Of the various factors the Court must take into account when considering proportionality is:
“any additional work generated by the conduct of the paying party”
The Master summarised his conclusions as follows:
“62. Contrary to the Claimants’ submission, it seems to me that the conduct relied on must be conduct in the litigation rather than the conduct which gave rise to the cause of action. The conduct which caused the wrong will be compensated in damages or other relief. In my view the purpose of r.44.3(5)(d) is to enable the court to take into account that the costs may have been increased because work which would not ordinarily have been required has been required by the way in which the opponent has fought the claim.
63. It also seems to me that the conduct relied on does not need to be misconduct. Had that been intended misconduct could easily have been substituted in the rule for conduct.
64. In the event in my judgment there was no additional work caused by the conduct of the Defendant. That the Defendant chose to deny liability until 6 months before trial did not cause additional work. It caused the claim and the work involved in the claim. If a failure to concede by the party who eventually loses is considered of itself to cause additional work, this factor would apply in every case which did not settle within the relevant pre-action protocol period.

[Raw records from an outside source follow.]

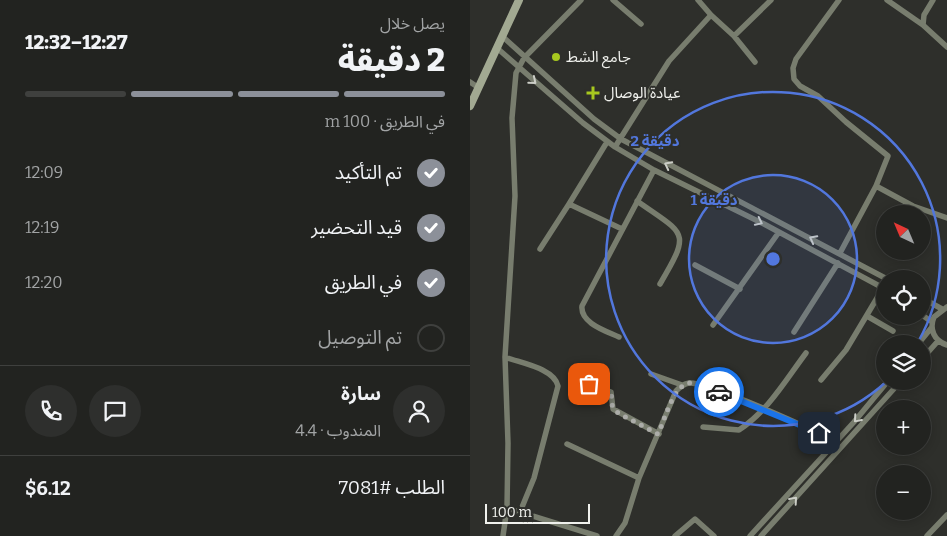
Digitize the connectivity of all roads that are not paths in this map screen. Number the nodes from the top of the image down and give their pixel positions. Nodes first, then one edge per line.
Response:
1 (519, 0) edge
2 (581, 0) edge
3 (613, 0) edge
4 (698, 0) edge
5 (771, 0) edge
6 (839, 0) edge
7 (886, 0) edge
8 (933, 0) edge
9 (711, 16) junction
10 (641, 24) dead end
11 (923, 25) junction
12 (734, 36) junction
13 (503, 37) junction
14 (947, 47) edge
15 (497, 48) junction
16 (524, 58) junction
17 (755, 62) dead end
18 (518, 67) junction
19 (470, 82) edge
20 (556, 87) junction
21 (479, 88) junction
22 (550, 95) junction
23 (470, 106) edge
24 (621, 139) junction
25 (607, 142) junction
26 (615, 147) junction
27 (654, 170) junction
28 (876, 186) junction
29 (637, 201) junction
30 (568, 204) junction
31 (947, 218) edge
32 (622, 229) junction
33 (779, 232) junction
34 (540, 249) dead end
35 (840, 254) junction
36 (838, 263) junction
37 (696, 265) dead end
38 (876, 273) edge
39 (660, 284) dead end
40 (876, 284) edge
41 (740, 289) junction
42 (876, 302) edge
43 (931, 302) edge
44 (945, 308) edge
45 (868, 316) junction
46 (713, 325) dead end
47 (932, 325) junction
48 (892, 331) dead end
49 (794, 332) dead end
50 (925, 335) edge
51 (619, 337) dead end
52 (938, 341) junction
53 (947, 345) edge
54 (931, 349) edge
55 (806, 353) dead end
56 (505, 357) junction
57 (651, 374) dead end
58 (575, 378) dead end
59 (821, 380) dead end
60 (682, 385) junction
61 (880, 390) edge
62 (893, 390) edge
63 (764, 410) junction
64 (703, 427) dead end
65 (658, 434) junction
66 (837, 441) junction
67 (567, 444) dead end
68 (639, 478) junction
69 (507, 508) junction
70 (520, 512) junction
71 (947, 515) edge
72 (503, 536) edge
73 (597, 536) edge
74 (616, 536) edge
75 (675, 536) edge
76 (714, 536) edge
77 (750, 536) edge
78 (761, 536) edge
79 (927, 536) edge

1 - 13 street
2 - 16 street
3 - 10 street
4 - 9 street
5 - 12 street
6 - 28 street
7 - 11 street
8 - 11 street
9 - 12 street
9 - 24 street
11 - 14 street
12 - 17 street
13 - 15 street
13 - 16 street
15 - 18 street
15 - 21 street
16 - 18 street
16 - 20 street
18 -> 22 street
18 - 56 street
19 - 21 street
20 - 22 street
20 - 24 street
21 - 23 street
22 - 25 street
24 - 26 street
35 -> 24 street
25 - 26 street
25 - 30 street
26 - 27 street
27 - 29 street
27 -> 33 street
28 - 31 street
28 - 35 street
29 - 32 street
29 - 39 street
30 - 32 street
30 - 34 street
32 - 51 street
33 - 36 street
33 - 41 street
35 - 38 street
36 - 40 street
36 - 49 street
37 - 41 street
41 - 46 street
42 - 45 street
43 - 44 street
44 - 47 street
45 - 48 street
45 - 59 street
47 - 50 street
47 - 52 street
52 - 53 street
52 - 54 street
55 - 63 street
56 - 69 street
56 - 70 street
57 - 60 street
58 - 65 street
60 - 63 street
60 - 65 street
61 -> 66 street
78 -> 62 street
63 - 64 street
63 - 66 street
65 - 68 street
66 - 77 street
67 - 68 street
68 - 74 street
69 - 70 street
69 - 72 street
70 - 73 street
71 - 79 street
75 - 76 street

65. The Defendant fought these claims vigorously and did not concede liability at the earliest opportunity. As a consequence it will have to pay a greater sum in costs than if it had not fought the claims so vigorously or had conceded liability earlier. However I am not persuaded that this stance or the matters listed in the Claimant’s written submissions caused additional work in relation to the individual claims.”
(This decision appears to be broadly consistent with the approach taken by Master Rowley in May & Anor v Wavell Group Plc & Anor  EWHC B16 (Costs) at paragraphs 20-24.)
This is an important issue and one where the wording of the rule is not very helpful. The Master is correct that the rule does not use the word “misconduct” and it would be wrong to place so high a test on the provision. On the other hand, “conduct” is, on the face of it, broad enough to cover anything the paying party does; which would include, for example, disputing liability. (It is not, for example, worded as “unreasonable or improper conduct” as per CPR 44.11(1)(b)). However, the Master here treated that as being too low a test.
The Master appears to have interpreted the rule as being designed to catch matters that fall somewhere between the inevitable costs that need to be incurred in light of the fact an opponent has brought/defended the claim and actual misconduct (although additional work caused by misconduct would also clearly be caught by the rule). Presumably this “additional work” would cover such issues as work generated by delay in a party complying with orders, unnecessarily long or irrelevant witness statements being served by the other side or the wasted costs of experts due to a failure to attend medical appointments.
It will be interesting to see if this approach is followed by the higher courts.